THE DATA below:
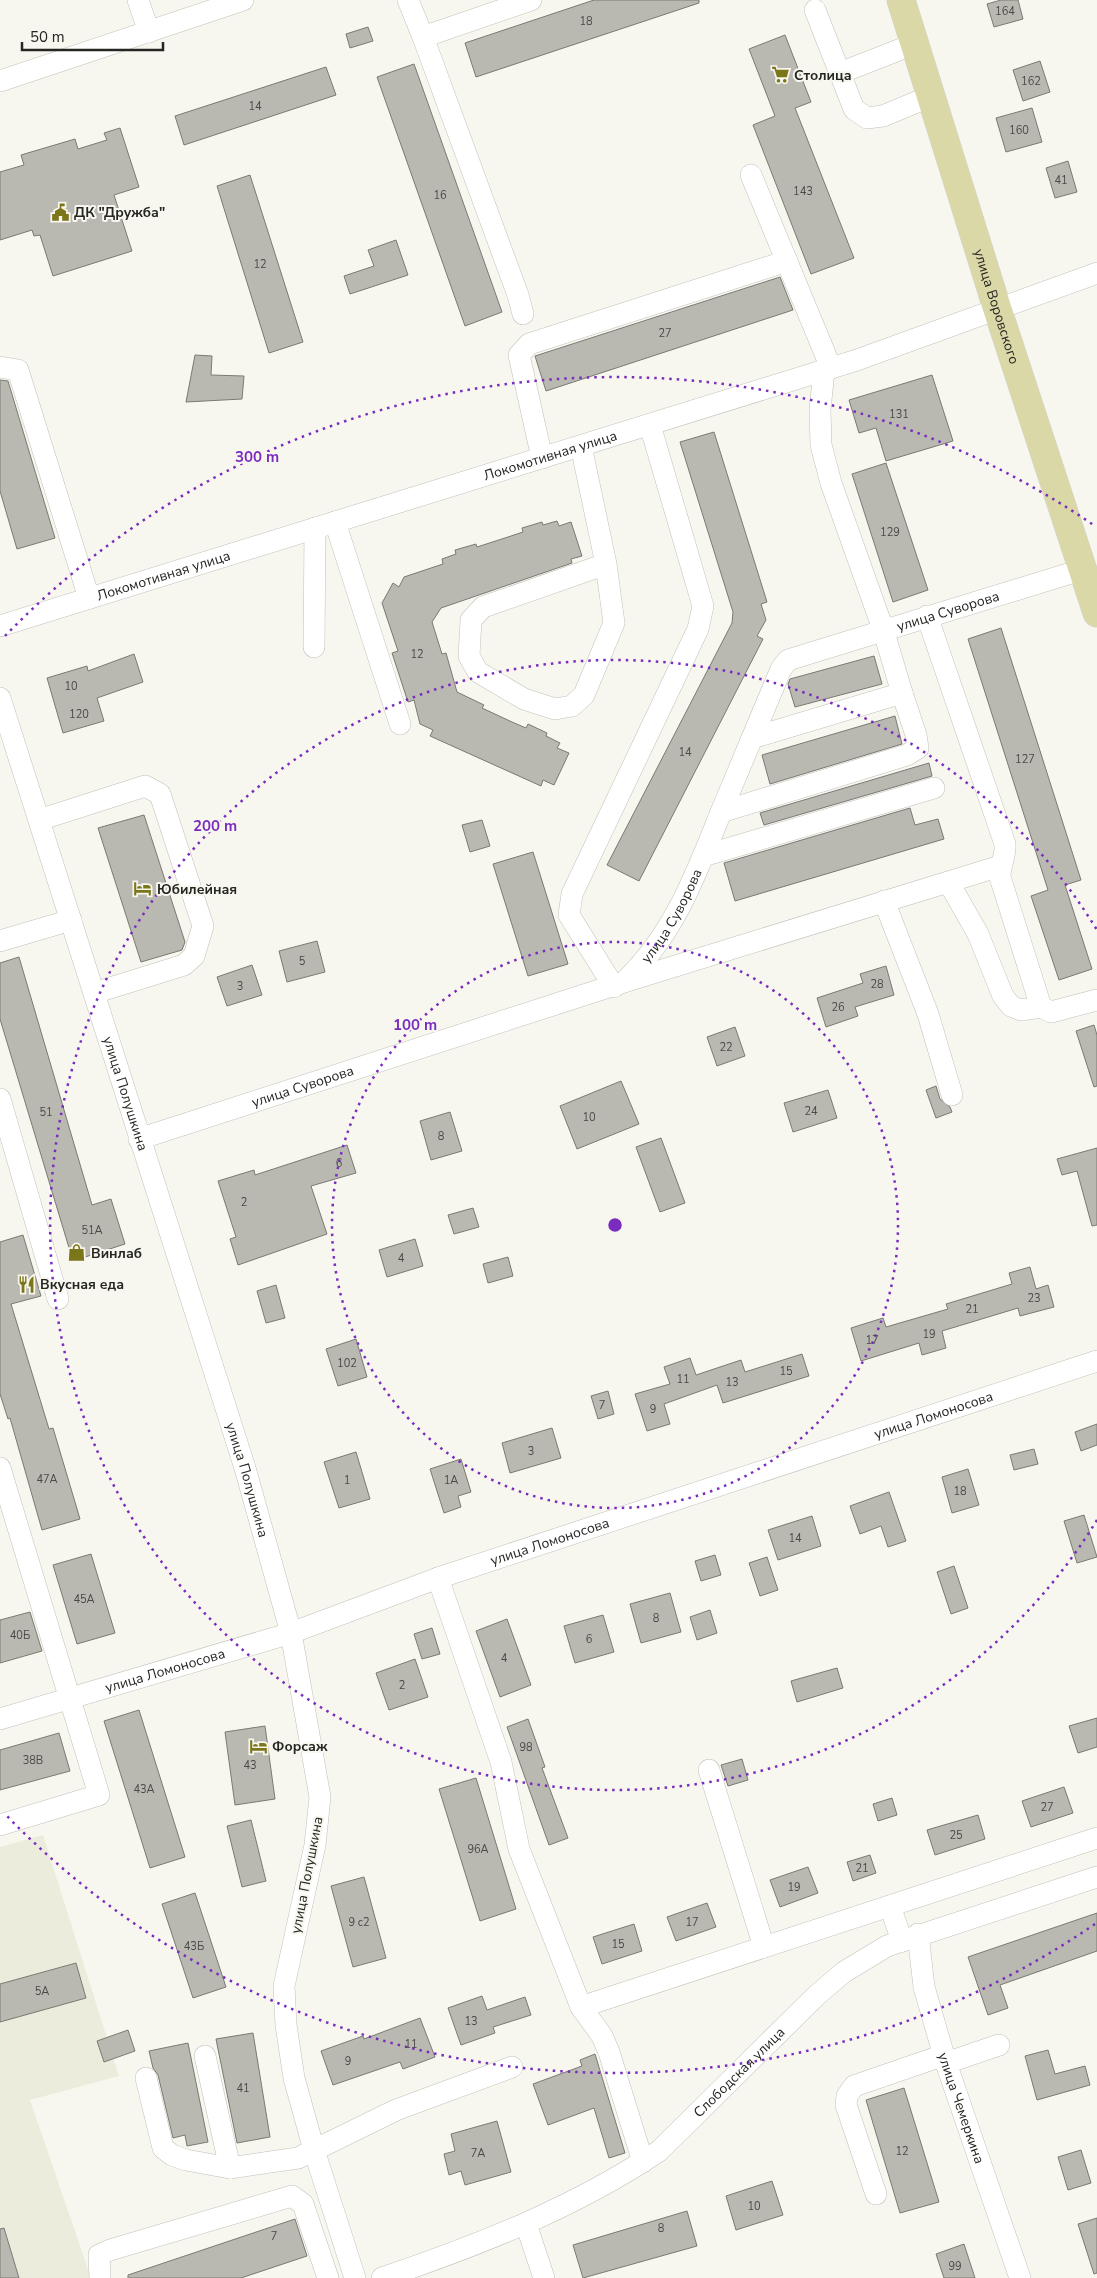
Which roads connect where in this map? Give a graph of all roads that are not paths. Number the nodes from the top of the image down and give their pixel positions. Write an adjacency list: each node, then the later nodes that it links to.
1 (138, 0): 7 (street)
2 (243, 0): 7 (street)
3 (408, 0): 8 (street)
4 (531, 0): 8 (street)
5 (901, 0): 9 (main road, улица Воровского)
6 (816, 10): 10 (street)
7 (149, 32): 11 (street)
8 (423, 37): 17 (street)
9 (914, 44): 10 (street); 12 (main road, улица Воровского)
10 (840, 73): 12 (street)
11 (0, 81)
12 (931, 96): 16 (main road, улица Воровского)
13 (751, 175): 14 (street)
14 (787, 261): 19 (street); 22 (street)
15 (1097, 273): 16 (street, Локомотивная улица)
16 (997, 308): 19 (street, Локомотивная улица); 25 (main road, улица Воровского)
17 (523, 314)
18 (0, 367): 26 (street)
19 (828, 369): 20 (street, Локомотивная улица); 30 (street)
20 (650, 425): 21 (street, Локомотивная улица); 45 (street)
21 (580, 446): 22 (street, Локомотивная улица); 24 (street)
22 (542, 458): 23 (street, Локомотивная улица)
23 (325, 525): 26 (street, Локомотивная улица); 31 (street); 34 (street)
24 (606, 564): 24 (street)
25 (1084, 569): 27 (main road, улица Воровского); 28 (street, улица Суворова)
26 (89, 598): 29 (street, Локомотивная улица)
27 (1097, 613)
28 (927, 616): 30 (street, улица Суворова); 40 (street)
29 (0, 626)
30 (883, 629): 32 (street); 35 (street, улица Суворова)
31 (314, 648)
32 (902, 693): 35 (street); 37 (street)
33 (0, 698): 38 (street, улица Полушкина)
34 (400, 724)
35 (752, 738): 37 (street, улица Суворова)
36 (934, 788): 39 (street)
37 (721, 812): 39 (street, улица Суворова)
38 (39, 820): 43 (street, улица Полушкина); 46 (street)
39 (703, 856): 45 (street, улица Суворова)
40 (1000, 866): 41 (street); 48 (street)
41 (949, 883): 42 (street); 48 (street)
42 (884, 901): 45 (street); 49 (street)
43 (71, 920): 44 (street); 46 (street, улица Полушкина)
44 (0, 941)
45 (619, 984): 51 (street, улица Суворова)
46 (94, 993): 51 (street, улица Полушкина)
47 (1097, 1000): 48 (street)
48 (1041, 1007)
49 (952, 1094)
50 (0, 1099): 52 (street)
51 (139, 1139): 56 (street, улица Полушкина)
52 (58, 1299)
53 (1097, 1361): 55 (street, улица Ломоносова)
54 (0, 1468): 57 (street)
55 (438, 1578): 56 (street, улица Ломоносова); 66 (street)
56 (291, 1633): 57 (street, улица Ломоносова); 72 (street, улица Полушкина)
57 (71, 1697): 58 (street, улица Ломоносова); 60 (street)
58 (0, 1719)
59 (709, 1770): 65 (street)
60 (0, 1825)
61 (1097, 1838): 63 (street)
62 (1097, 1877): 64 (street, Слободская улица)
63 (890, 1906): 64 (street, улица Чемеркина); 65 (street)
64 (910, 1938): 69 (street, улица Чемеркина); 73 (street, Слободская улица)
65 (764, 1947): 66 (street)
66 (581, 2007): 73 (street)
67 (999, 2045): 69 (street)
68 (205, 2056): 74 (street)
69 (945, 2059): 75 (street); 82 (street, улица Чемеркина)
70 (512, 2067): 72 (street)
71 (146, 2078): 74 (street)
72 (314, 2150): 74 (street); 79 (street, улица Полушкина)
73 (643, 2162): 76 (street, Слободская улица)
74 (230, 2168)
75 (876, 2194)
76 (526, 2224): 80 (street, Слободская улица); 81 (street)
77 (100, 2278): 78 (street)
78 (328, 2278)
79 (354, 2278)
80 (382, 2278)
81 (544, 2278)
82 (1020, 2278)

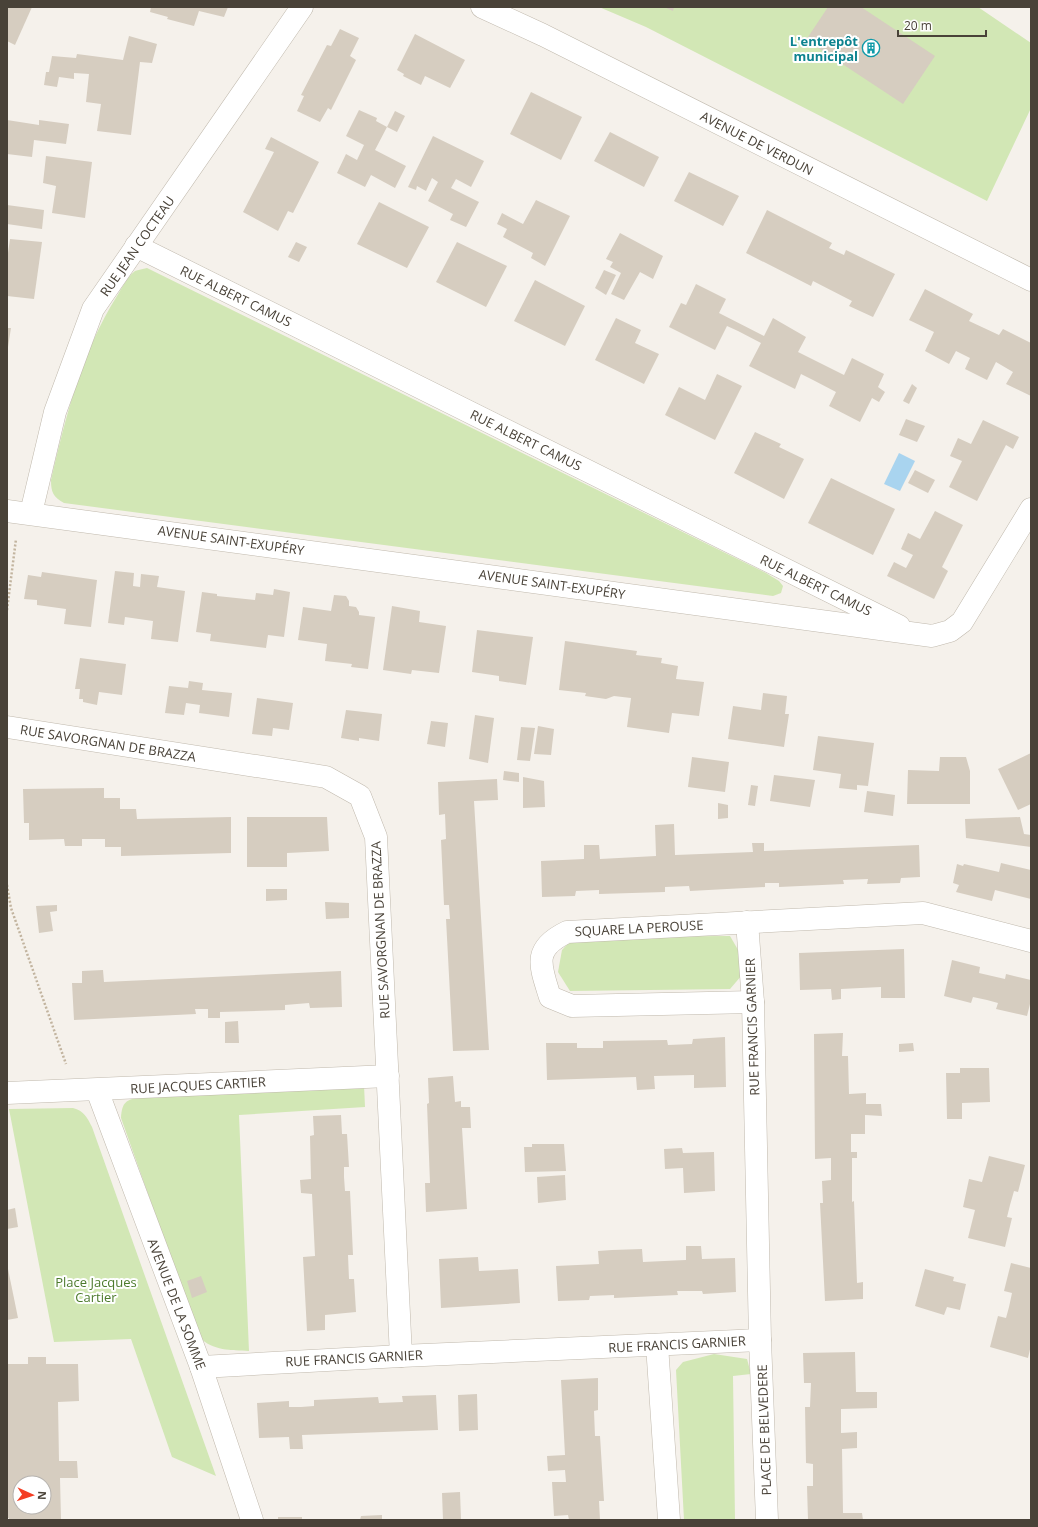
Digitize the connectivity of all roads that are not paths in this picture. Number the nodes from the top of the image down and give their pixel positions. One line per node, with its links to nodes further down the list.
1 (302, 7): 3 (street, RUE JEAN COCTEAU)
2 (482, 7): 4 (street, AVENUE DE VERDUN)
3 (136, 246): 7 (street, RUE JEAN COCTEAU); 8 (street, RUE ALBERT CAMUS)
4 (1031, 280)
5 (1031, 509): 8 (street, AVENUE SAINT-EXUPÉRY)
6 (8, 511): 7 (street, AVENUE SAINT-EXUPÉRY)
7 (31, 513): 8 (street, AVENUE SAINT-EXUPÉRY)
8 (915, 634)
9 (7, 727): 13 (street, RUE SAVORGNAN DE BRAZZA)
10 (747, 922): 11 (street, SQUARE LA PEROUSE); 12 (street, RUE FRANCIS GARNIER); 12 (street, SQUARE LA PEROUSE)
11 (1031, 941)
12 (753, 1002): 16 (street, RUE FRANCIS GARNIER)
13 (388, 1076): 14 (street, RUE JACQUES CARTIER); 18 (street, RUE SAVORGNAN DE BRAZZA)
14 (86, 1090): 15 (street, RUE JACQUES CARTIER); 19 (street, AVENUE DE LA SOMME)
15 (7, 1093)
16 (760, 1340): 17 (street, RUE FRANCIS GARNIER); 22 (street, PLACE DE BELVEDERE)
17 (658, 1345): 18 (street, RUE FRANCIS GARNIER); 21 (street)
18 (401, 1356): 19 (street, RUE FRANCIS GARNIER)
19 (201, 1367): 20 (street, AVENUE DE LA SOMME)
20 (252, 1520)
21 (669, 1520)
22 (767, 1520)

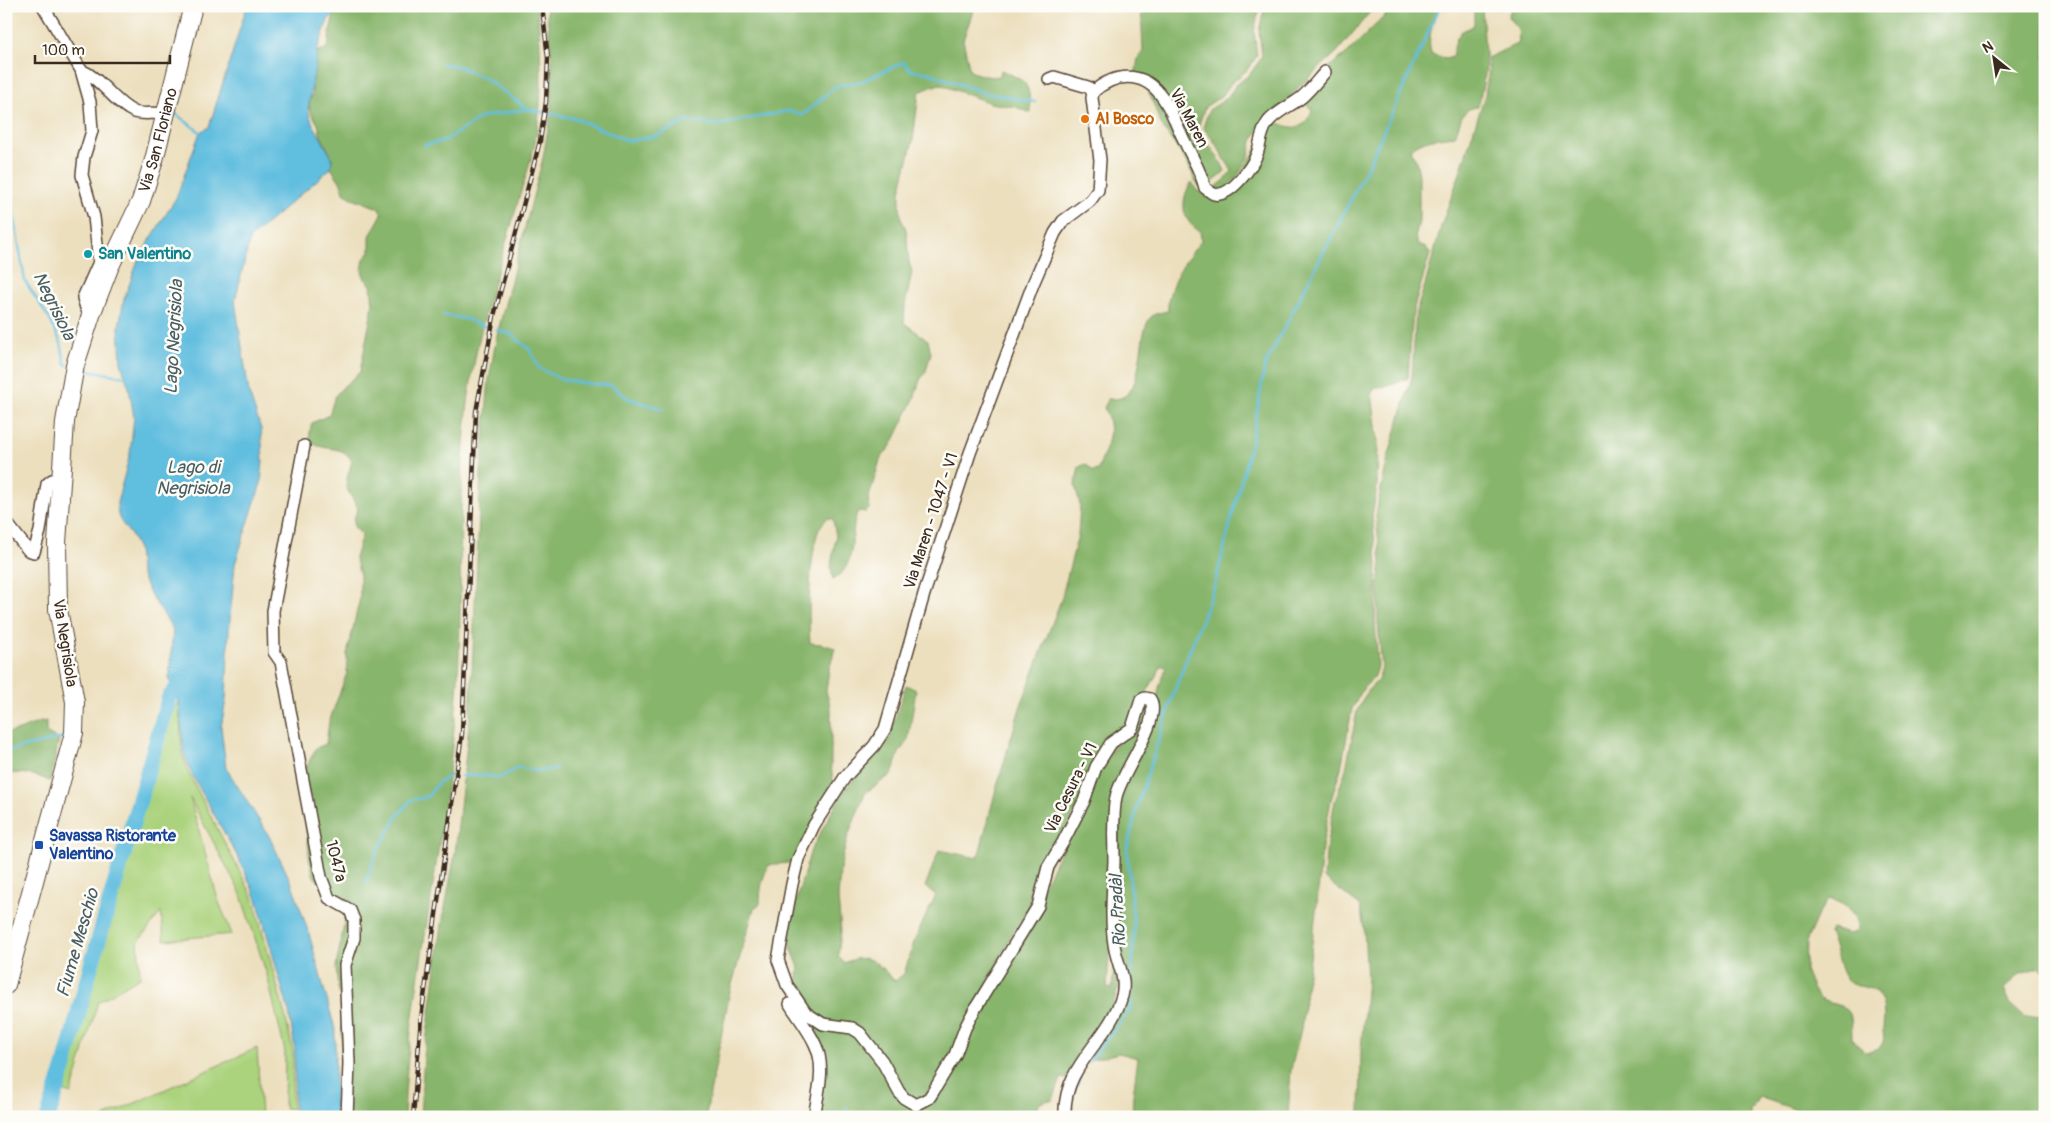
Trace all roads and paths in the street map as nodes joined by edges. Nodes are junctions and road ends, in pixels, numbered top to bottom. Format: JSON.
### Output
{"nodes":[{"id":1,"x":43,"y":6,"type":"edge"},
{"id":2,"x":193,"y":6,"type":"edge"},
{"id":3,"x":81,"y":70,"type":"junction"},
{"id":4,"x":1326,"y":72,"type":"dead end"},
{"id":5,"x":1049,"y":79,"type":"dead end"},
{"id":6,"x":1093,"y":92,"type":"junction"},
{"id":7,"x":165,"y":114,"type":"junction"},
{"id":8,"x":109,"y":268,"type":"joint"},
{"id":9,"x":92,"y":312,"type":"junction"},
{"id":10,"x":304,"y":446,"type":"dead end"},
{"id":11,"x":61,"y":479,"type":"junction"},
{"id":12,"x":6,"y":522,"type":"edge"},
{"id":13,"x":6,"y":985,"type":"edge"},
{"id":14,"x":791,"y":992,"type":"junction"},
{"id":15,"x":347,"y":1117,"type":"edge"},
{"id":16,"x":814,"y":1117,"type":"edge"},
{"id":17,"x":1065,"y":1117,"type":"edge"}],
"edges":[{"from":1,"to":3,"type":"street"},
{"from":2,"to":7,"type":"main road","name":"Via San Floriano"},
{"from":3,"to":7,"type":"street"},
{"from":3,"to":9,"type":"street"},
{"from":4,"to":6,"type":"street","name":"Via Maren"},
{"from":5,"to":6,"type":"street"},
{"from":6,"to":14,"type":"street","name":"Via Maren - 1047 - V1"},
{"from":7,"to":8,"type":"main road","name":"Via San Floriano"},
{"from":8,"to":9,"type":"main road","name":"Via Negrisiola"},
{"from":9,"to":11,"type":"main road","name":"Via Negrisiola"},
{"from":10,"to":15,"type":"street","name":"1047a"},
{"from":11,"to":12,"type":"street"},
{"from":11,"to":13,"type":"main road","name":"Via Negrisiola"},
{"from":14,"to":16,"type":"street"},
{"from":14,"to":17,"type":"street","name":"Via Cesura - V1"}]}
End of THE DATA.
> _TASK TO CARRY OUT_
Starting at the line above that contains "Digitize the connectivity", transcribe every line exactly through the line that contains "Trace all roads", including that last one, and skip the pictures.

> _COMPLETED TASK_
Digitize the connectivity of all roads that are not paths in this picture. Number the nodes from the top of the image down and give their pixel positions. One line per node, with its links to nodes further down the list.
1 (302, 7): 3 (street, RUE JEAN COCTEAU)
2 (482, 7): 4 (street, AVENUE DE VERDUN)
3 (136, 246): 7 (street, RUE JEAN COCTEAU); 8 (street, RUE ALBERT CAMUS)
4 (1031, 280)
5 (1031, 509): 8 (street, AVENUE SAINT-EXUPÉRY)
6 (8, 511): 7 (street, AVENUE SAINT-EXUPÉRY)
7 (31, 513): 8 (street, AVENUE SAINT-EXUPÉRY)
8 (915, 634)
9 (7, 727): 13 (street, RUE SAVORGNAN DE BRAZZA)
10 (747, 922): 11 (street, SQUARE LA PEROUSE); 12 (street, RUE FRANCIS GARNIER); 12 (street, SQUARE LA PEROUSE)
11 (1031, 941)
12 (753, 1002): 16 (street, RUE FRANCIS GARNIER)
13 (388, 1076): 14 (street, RUE JACQUES CARTIER); 18 (street, RUE SAVORGNAN DE BRAZZA)
14 (86, 1090): 15 (street, RUE JACQUES CARTIER); 19 (street, AVENUE DE LA SOMME)
15 (7, 1093)
16 (760, 1340): 17 (street, RUE FRANCIS GARNIER); 22 (street, PLACE DE BELVEDERE)
17 (658, 1345): 18 (street, RUE FRANCIS GARNIER); 21 (street)
18 (401, 1356): 19 (street, RUE FRANCIS GARNIER)
19 (201, 1367): 20 (street, AVENUE DE LA SOMME)
20 (252, 1520)
21 (669, 1520)
22 (767, 1520)

Trace all roads and paths in the street map as nodes joined by edges. Nodes are junctions and road ends, in pixels, numbered top to bottom. Format: JSON.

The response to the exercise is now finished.